La familia: la última trinchera frente al Estado

La familia es lo más difícil de destruir, por eso van a por ella con todo
The post La familia: la última trinchera frente al Estado first appeared on Hércules.  En una sociedad cada vez más anestesiada, donde el Estado se cuela por todas partes como el vapor por las rendijas, hay un lugar que aún resiste: la familia. Por eso la atacan con tanta saña. Porque la familia es, a día de hoy, la última trinchera que impide que el poder político lo controle absolutamente todo.

Sí, la familia. Esa institución tan básica y tan poderosa a la vez. El lugar donde aprendemos a querer, a obedecer, a rebelarnos, a hablar, a pensar, a protegernos. El sitio donde se transmite la cultura, donde se inculcan valores, donde se forma el carácter. Y, sobre todo, donde el Estado no pinta nada. O no debería pintar.

Por eso molestamos tanto los que la defendemos. Porque quien tiene una familia fuerte, unida, libre, es mucho más difícil de domesticar. No necesita tanto al Estado. No espera que papá gobierno le resuelva la vida. Tiene redes propias. Tiene raíces. Tiene una historia que contar y una forma de vivir que no encaja bien en el manual del ciudadano dócil que algunos quieren imponer.

Y ojo, no es paranoia. No es ninguna teoría conspiranoica. Es simplemente mirar los hechos. ¿Te suena esa frase que soltó una ministra hace un tiempo? “Los niños no pertenecen a los padres.” Tal cual. No lo dijo una tuitera random. Lo dijo una ministra del Gobierno. Y no es un desliz. Es una declaración de intenciones. Porque si los hijos no son de los padres, ¿de quién son? ¿Del Estado? ¿Del sistema? ¿De una comunidad abstracta que todo lo ve y todo lo decide?

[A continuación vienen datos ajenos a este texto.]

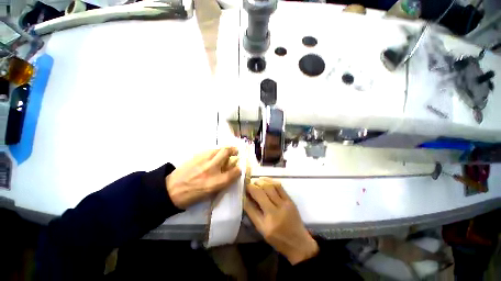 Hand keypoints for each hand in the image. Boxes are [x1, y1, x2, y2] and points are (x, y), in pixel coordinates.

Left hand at [166, 147, 240, 208]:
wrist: (171, 190)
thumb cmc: (192, 195)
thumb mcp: (211, 193)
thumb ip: (223, 182)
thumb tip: (231, 173)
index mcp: (215, 182)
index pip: (234, 172)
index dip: (239, 169)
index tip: (239, 168)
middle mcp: (211, 169)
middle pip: (226, 152)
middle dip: (233, 150)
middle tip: (235, 151)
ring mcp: (203, 160)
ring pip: (218, 148)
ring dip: (224, 149)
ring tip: (225, 152)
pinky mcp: (196, 156)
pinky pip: (210, 150)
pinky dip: (215, 151)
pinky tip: (214, 155)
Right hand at [244, 178, 318, 264]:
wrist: (299, 243)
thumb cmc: (278, 239)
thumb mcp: (262, 230)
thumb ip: (252, 213)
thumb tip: (245, 198)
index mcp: (267, 223)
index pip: (252, 204)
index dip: (247, 193)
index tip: (244, 189)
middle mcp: (276, 212)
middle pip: (261, 192)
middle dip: (253, 185)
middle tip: (250, 185)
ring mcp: (285, 204)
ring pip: (270, 186)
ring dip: (261, 182)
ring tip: (257, 182)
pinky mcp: (290, 200)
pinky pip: (279, 186)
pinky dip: (271, 181)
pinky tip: (266, 181)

Este tipo de frases no salen de la nada. Responden a una visión del mundo en la que la familia estorba. Estorba porque representa un núcleo de poder que no se puede controlar desde arriba. Porque en la familia se educa sin pedir permiso. Se transmite una identidad que no viene dictada por ninguna agenda. Y se protege a los hijos de las locuras del momento. Eso es lo que quieren romper.

Y no se trata solo de palabras. Mira las leyes. Mira cómo han ido vaciando la patria potestad. Cómo han blindado la capacidad del Estado para meterse en lo que se enseña en los colegios, en lo que se puede decir en casa, en cómo tienes que criar a tus hijos. Siempre con buenas palabras, claro: que si por el bien del menor, que si por la igualdad, que si por la inclusión. Pero al final, todo va en la misma dirección: tú como padre o madre molestas. Sobras. No eres de fiar.

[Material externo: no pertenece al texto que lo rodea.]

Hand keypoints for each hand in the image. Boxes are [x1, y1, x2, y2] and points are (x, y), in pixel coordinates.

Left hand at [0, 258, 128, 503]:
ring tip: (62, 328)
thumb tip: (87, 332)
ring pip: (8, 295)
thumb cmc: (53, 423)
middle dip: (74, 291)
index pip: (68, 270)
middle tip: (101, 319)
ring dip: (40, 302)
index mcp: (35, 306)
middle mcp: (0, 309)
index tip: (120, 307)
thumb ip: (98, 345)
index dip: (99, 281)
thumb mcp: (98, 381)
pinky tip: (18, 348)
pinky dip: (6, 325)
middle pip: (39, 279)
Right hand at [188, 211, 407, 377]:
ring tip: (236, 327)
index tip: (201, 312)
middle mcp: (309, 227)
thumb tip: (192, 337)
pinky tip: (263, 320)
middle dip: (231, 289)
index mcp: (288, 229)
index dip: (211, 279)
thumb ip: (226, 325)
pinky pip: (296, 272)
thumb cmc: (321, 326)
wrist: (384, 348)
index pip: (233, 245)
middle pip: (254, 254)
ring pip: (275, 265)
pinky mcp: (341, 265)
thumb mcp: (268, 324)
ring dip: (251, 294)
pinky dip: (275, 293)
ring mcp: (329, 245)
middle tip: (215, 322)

Quieren convertirnos en individuos aislados, sin raíces ni vínculos reales, colgados de la red estatal como quien cuelga de un hilo. Quieren que miremos al Estado como único referente, única protección, único salvador. Pero para eso hay que destruir todo lo demás. Y la familia es lo más difícil de destruir. Por eso van a por ella con todo.

Pero hay una cosa que no pueden cambiar, por mucho que lo intenten. Por muy adoctrinado que estés, por mucha propaganda que te hayas tragado, cuando oyes el grito desesperado de tu madre, reaccionas. Cuando tu padre te mira serio y te dice “no lo hagas”, te remueve algo por dentro. Por mucho que te sientas integrado en cualquier grupo, por mucho que te creas parte de una comunidad impuesta desde arriba, cuando hay problemas de verdad, confías más en tu hermano que en un funcionario. Más en tu hijo que en un político. Porque la familia no se borra. No se sustituye. Está impresa en lo más hondo.

Defender la familia hoy es un acto de rebeldía política. Es una forma de decir: mis hijos son míos. Yo decido cómo educarlos. Yo decido qué valores transmitirles. Aquí no entra el Estado. Aquí mando yo. Es levantar un muro frente a ese poder que no se conforma con administrar lo público, sino que quiere colonizar también lo íntimo, lo privado, lo más sagrado.

La familia es nuestra última defensa. Y por eso hay que protegerla como oro en paño. Porque mientras haya familias que resistan, todavía habrá libertad.